● Exercise prompt
Would you tally how many lines in the records include the word "roads"? Reply with the number only.

Material shown Start Marker

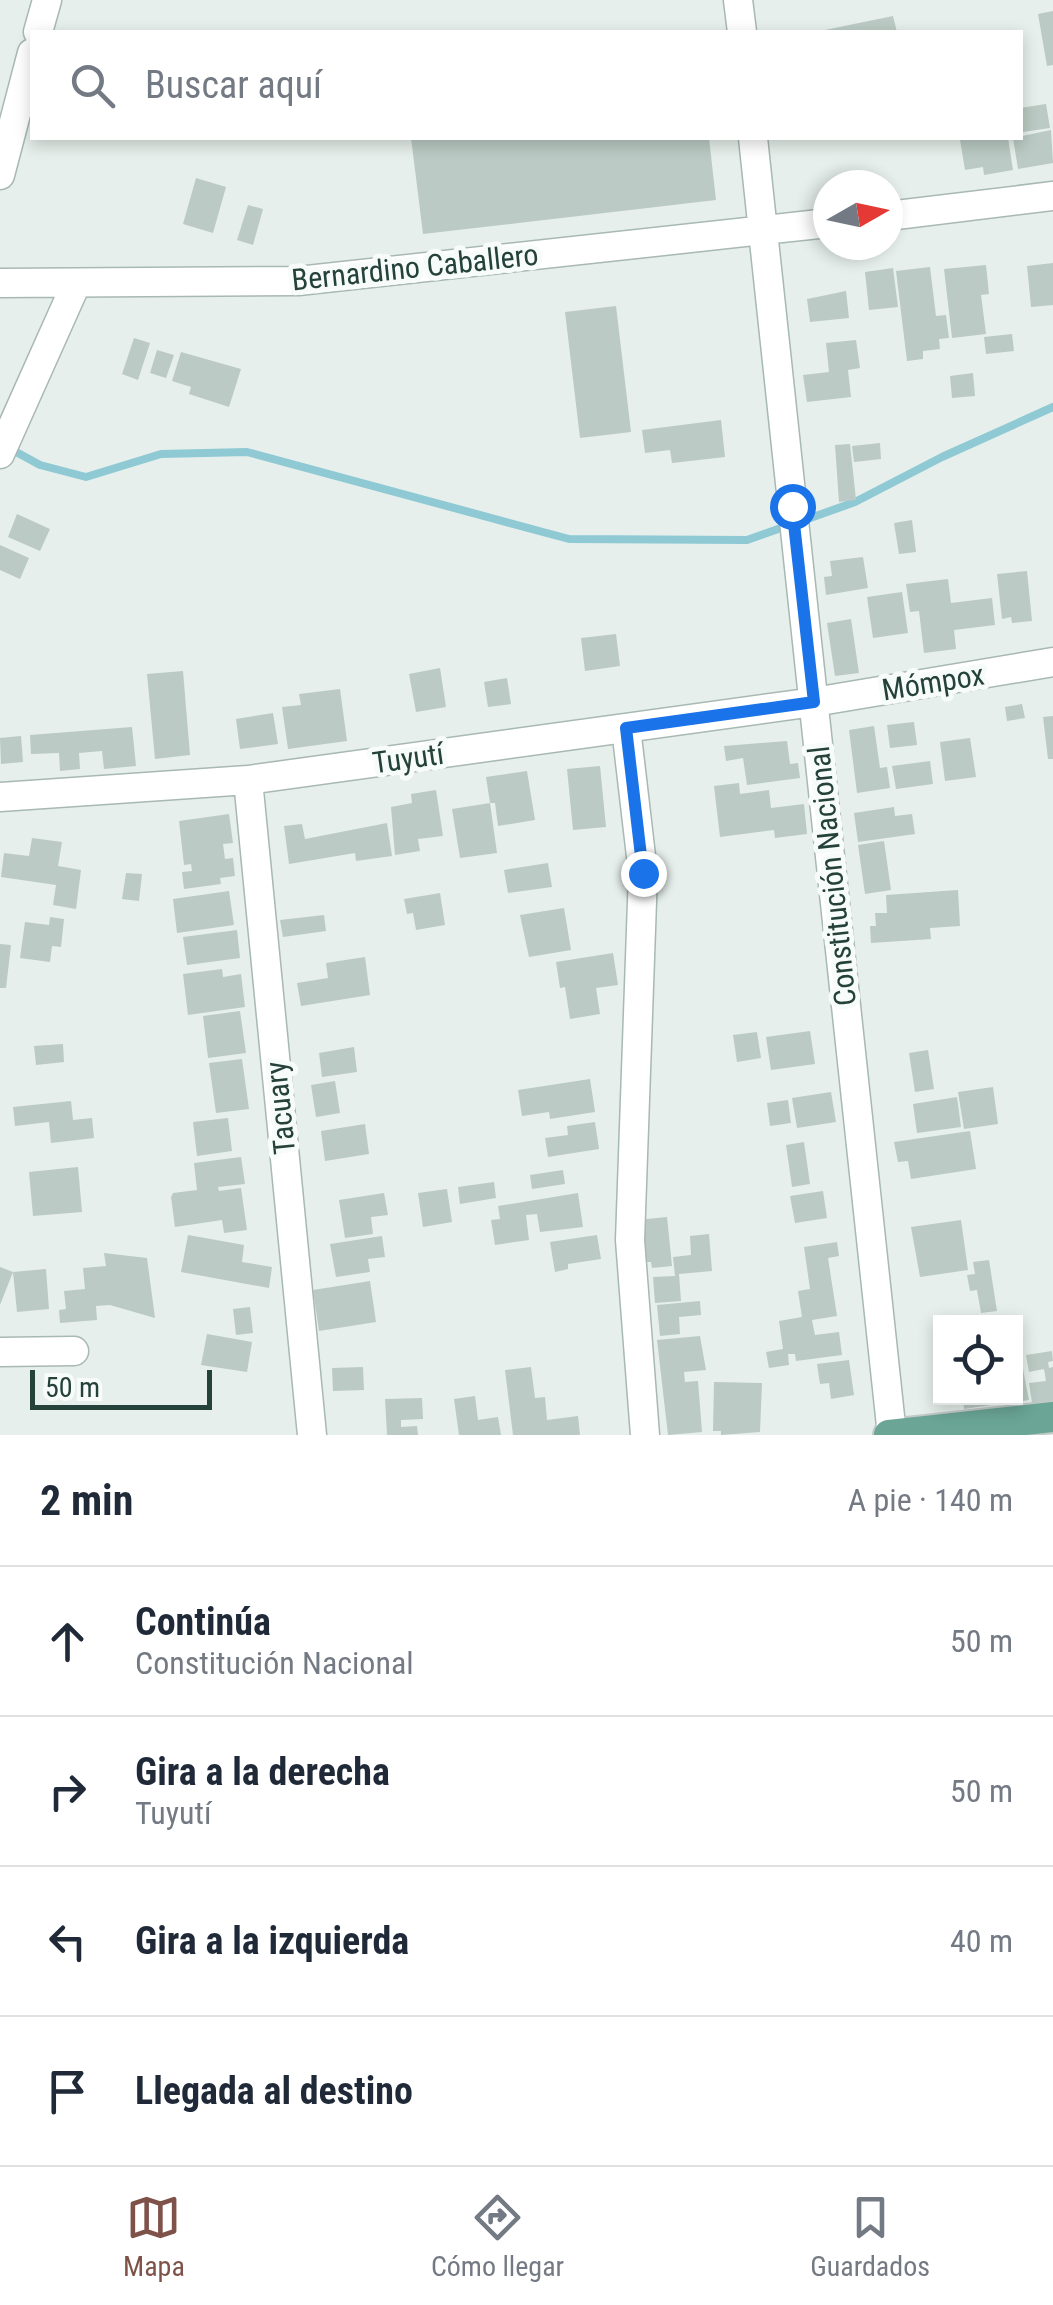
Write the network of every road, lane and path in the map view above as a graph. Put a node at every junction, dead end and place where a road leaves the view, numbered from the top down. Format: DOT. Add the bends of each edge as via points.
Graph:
graph roads {
  1 [pos="47,0"];
  2 [pos="738,0"];
  3 [pos="39,30"];
  4 [pos="742,30"];
  5 [pos="30,61"];
  6 [pos="753,140"];
  7 [pos="0,175"];
  8 [pos="1053,196"];
  9 [pos="903,214"];
  10 [pos="813,225"];
  11 [pos="763,231"];
  12 [pos="0,283"];
  13 [pos="76,284"];
  14 [pos="5,442"];
  15 [pos="1053,662"];
  16 [pos="814,702"];
  17 [pos="626,728"];
  18 [pos="248,780"];
  19 [pos="0,797"];
  20 [pos="74,1351"];
  21 [pos="0,1352"];
  22 [pos="1053,1417"];
  23 [pos="312,1435"];
  24 [pos="645,1435"];
  25 [pos="891,1435"];
  1 -- 3 [label="street"];
  2 -- 4 [label="street"];
  5 -- 7 [label="street"];
  6 -- 11 [label="street, Constitución Nacional"];
  8 -- 9 [label="street"];
  10 -- 11 [label="street, Bernardino Caballero"];
  11 -- 13 [label="street, Bernardino Caballero" via="298,281"];
  11 -- 16 [label="street, Constitución Nacional"];
  12 -- 13 [label="street, Bernardino Caballero"];
  13 -- 14 [label="street"];
  15 -- 16 [label="street, Mómpox"];
  16 -- 17 [label="street, Tuyutí"];
  16 -- 25 [label="street, Constitución Nacional"];
  17 -- 18 [label="street, Tuyutí"];
  17 -- 24 [label="street" via="643,873 630,1240"];
  18 -- 19 [label="street, Tuyutí"];
  18 -- 23 [label="street, Tacuary"];
  20 -- 21 [label="street"];
  22 -- 25 [label="main road"];
}
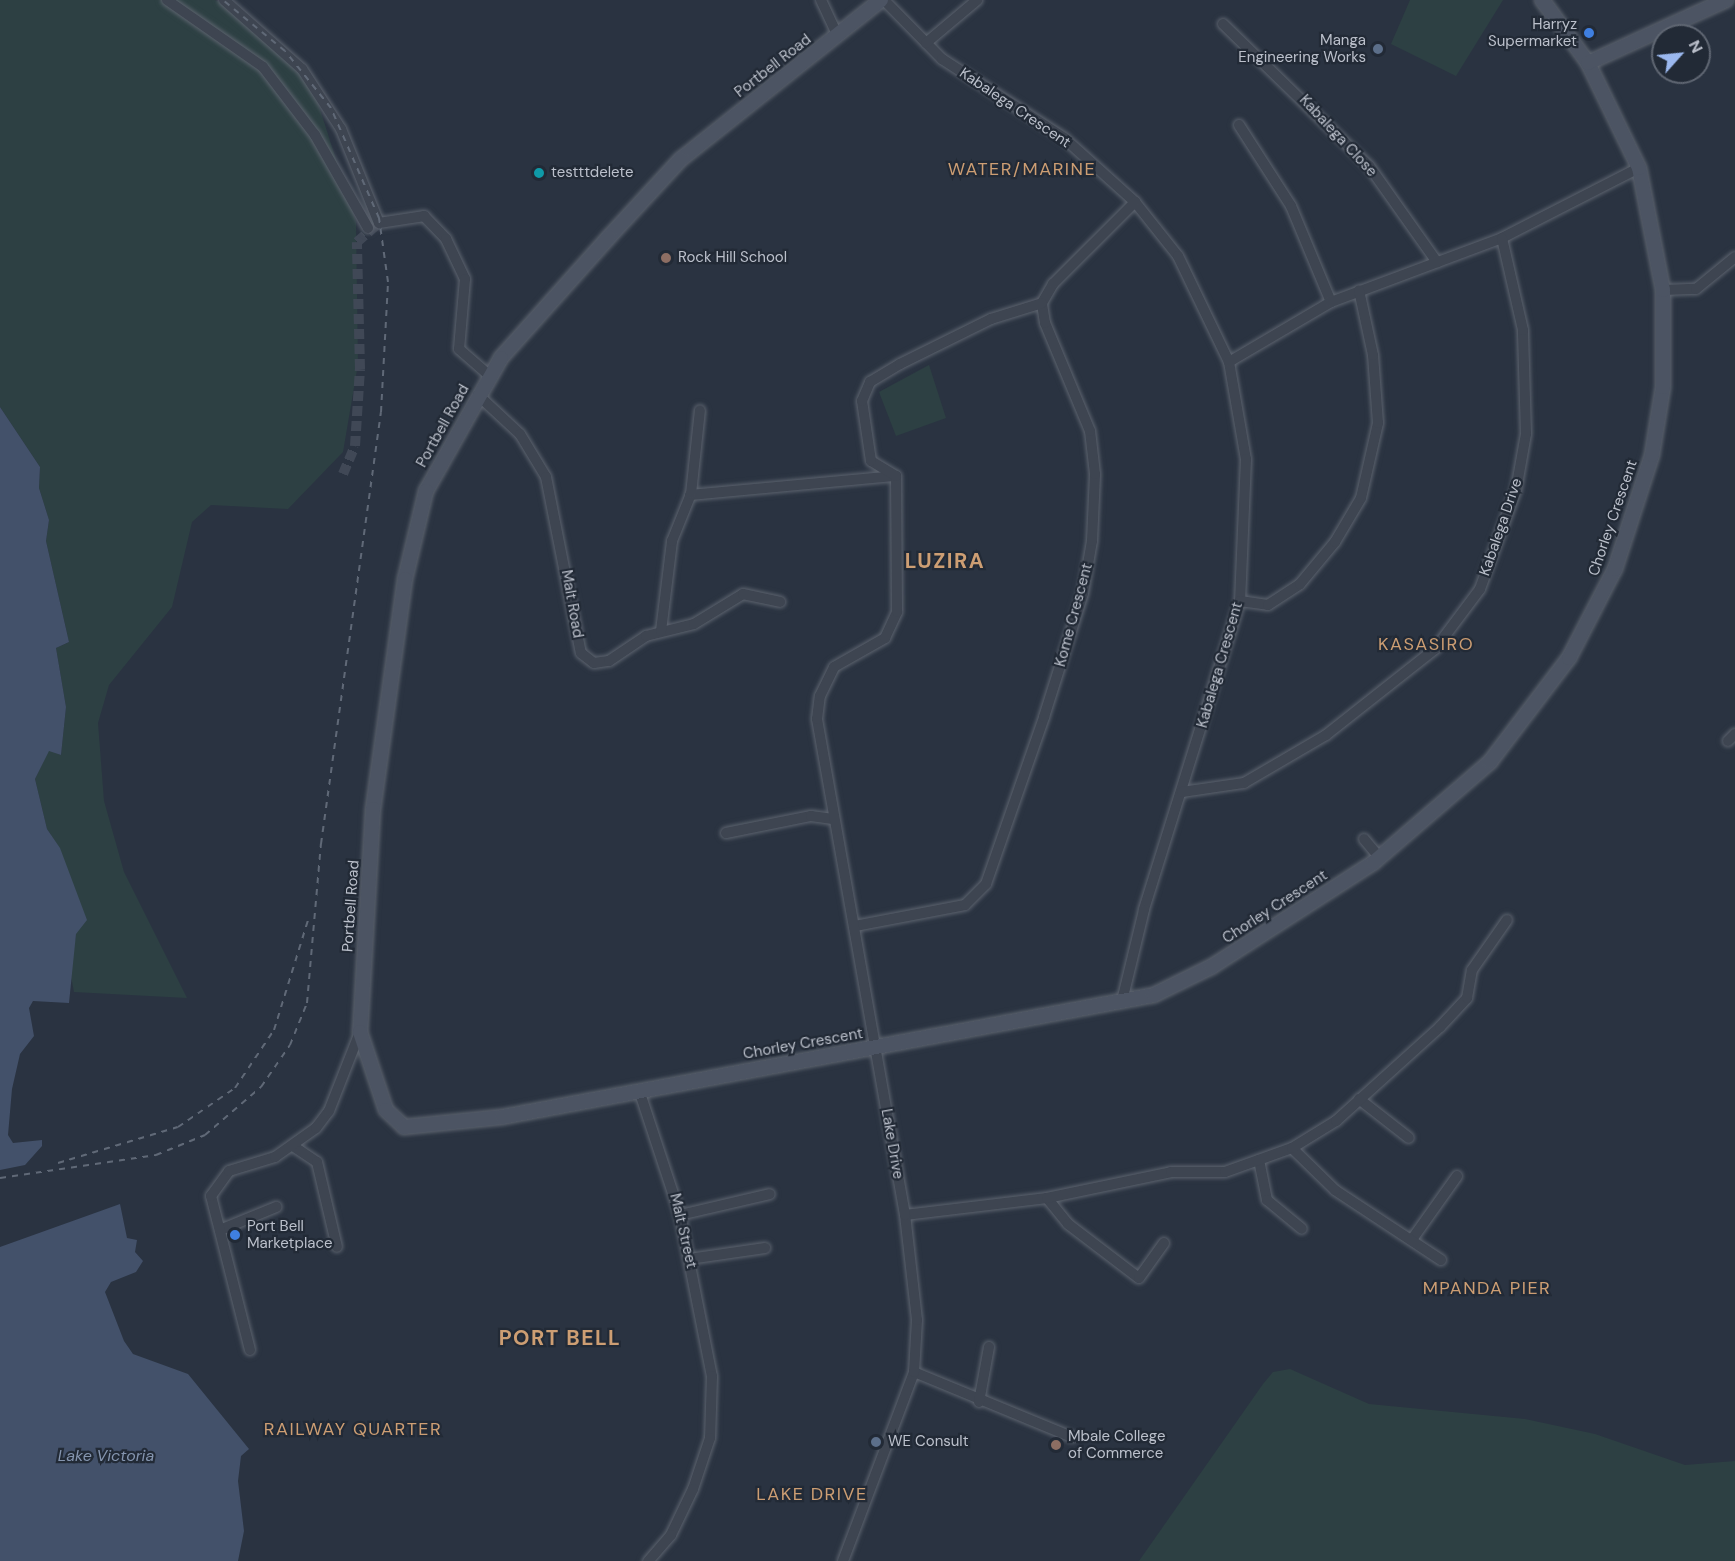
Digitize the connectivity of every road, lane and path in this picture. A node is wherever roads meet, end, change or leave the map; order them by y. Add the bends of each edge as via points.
1 (167, 0) edge
2 (224, 0) edge
3 (821, 0) edge
4 (883, 0) edge
5 (977, 0) edge
6 (1542, 0) edge
7 (1726, 0) edge
8 (181, 3) edge
9 (1223, 24) dead end
10 (838, 36) junction
11 (926, 43) junction
12 (1588, 63) junction
13 (1239, 125) dead end
14 (1639, 168) junction
15 (1135, 202) junction
16 (368, 228) dead end
17 (1502, 238) junction
18 (1735, 256) edge
19 (1437, 262) junction
20 (1359, 290) junction
21 (1663, 290) junction
22 (1331, 302) junction
23 (1042, 303) junction
24 (1229, 362) junction
25 (490, 376) junction
26 (478, 395) junction
27 (700, 410) dead end
28 (896, 477) junction
29 (690, 495) junction
30 (1240, 601) junction
31 (780, 602) dead end
32 (661, 631) junction
33 (1182, 792) junction
34 (832, 819) junction
35 (726, 833) dead end
36 (1364, 839) dead end
37 (1380, 858) junction
38 (1508, 920) dead end
39 (855, 926) junction
40 (1122, 1001) junction
41 (360, 1032) junction
42 (874, 1047) junction
43 (639, 1090) junction
44 (1359, 1099) junction
45 (1410, 1138) dead end
46 (293, 1146) junction
47 (1292, 1148) junction
48 (1259, 1160) junction
49 (1457, 1176) dead end
50 (770, 1194) dead end
51 (1047, 1198) junction
52 (276, 1207) dead end
53 (680, 1215) junction
54 (905, 1215) junction
55 (220, 1230) junction
56 (1302, 1230) dead end
57 (1413, 1238) junction
58 (1164, 1243) dead end
59 (337, 1247) dead end
60 (765, 1248) dead end
61 (689, 1259) junction
62 (1441, 1260) dead end
63 (989, 1347) dead end
64 (250, 1350) dead end
65 (914, 1372) junction
66 (979, 1402) junction
67 (1072, 1437) dead end
68 (648, 1561) edge
69 (843, 1561) edge

1 - 8 street
2 - 25 street via 302,69 341,129 379,223 424,216 446,239 465,279 459,348
3 - 10 street
4 - 10 main road, Portbell Road
4 - 11 street, Kabalega Crescent
5 - 11 street
6 - 12 main road, Chorley Crescent
7 - 12 main road
8 - 16 street via 264,67 315,135
9 - 19 street, Kabalega Close via 1370,166
10 - 25 main road, Portbell Road via 681,159 535,317
11 - 15 street, Kabalega Crescent via 942,59 1064,138
12 - 14 main road, Chorley Crescent
13 - 22 street via 1291,206
14 - 17 street
14 - 21 main road, Chorley Crescent
15 - 23 street via 1053,285
15 - 24 street, Kabalega Crescent via 1178,256
17 - 19 street
17 - 33 street, Kabalega Drive via 1523,330 1526,434 1516,490 1480,589 1427,657 1317,742 1244,783
18 - 21 street via 1696,289
19 - 20 street
20 - 22 street
20 - 30 street via 1373,355 1378,423 1361,498 1335,542 1300,584 1269,604
21 - 37 main road, Chorley Crescent via 1666,340 1658,428 1627,537 1593,614 1539,702 1497,754
22 - 24 street
23 - 28 street via 932,346 866,387 861,405 870,458
23 - 39 street, Kome Crescent via 1045,323 1083,409 1093,452 1093,527 1083,593 980,895 965,905
24 - 30 street, Kabalega Crescent via 1247,470
25 - 26 main road, Portbell Road
26 - 32 street, Malt Road via 520,434 546,477 581,654 594,663 609,661
26 - 41 main road, Portbell Road via 437,468 414,525 373,810
27 - 29 street
28 - 29 street
28 - 34 street, Lake Drive via 895,619 882,641 834,667 820,696 817,719
29 - 32 street via 672,541
30 - 33 street, Kabalega Crescent
31 - 32 street, Malt Road via 743,594 694,624
33 - 40 street, Kabalega Crescent
34 - 35 street via 811,816
34 - 39 street, Lake Drive
36 - 37 street
37 - 40 main road, Chorley Crescent via 1197,976
38 - 44 street via 1472,970 1466,999
39 - 42 street, Lake Drive
40 - 42 main road, Chorley Crescent
41 - 43 main road, Chorley Crescent via 386,1110 408,1129
41 - 46 street via 329,1111
42 - 43 main road, Chorley Crescent
42 - 54 street, Lake Drive
43 - 53 street, Malt Street
44 - 45 street
44 - 47 street via 1319,1133
46 - 55 street via 229,1171 211,1196
46 - 59 street via 317,1162
47 - 48 street
47 - 57 street via 1335,1190
48 - 51 street via 1225,1173 1171,1172
48 - 56 street via 1267,1200
49 - 57 street
50 - 53 street
51 - 54 street
51 - 58 street via 1068,1224 1139,1278
52 - 55 street
53 - 61 street, Malt Street
54 - 65 street, Lake Drive via 916,1320
55 - 64 street
57 - 62 street
60 - 61 street
61 - 68 street, Malt Street via 712,1376 710,1438 693,1489 671,1535
63 - 66 street
65 - 66 street
65 - 69 street, Lake Drive via 868,1506
66 - 67 street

Material shown End Marker

● Solution
2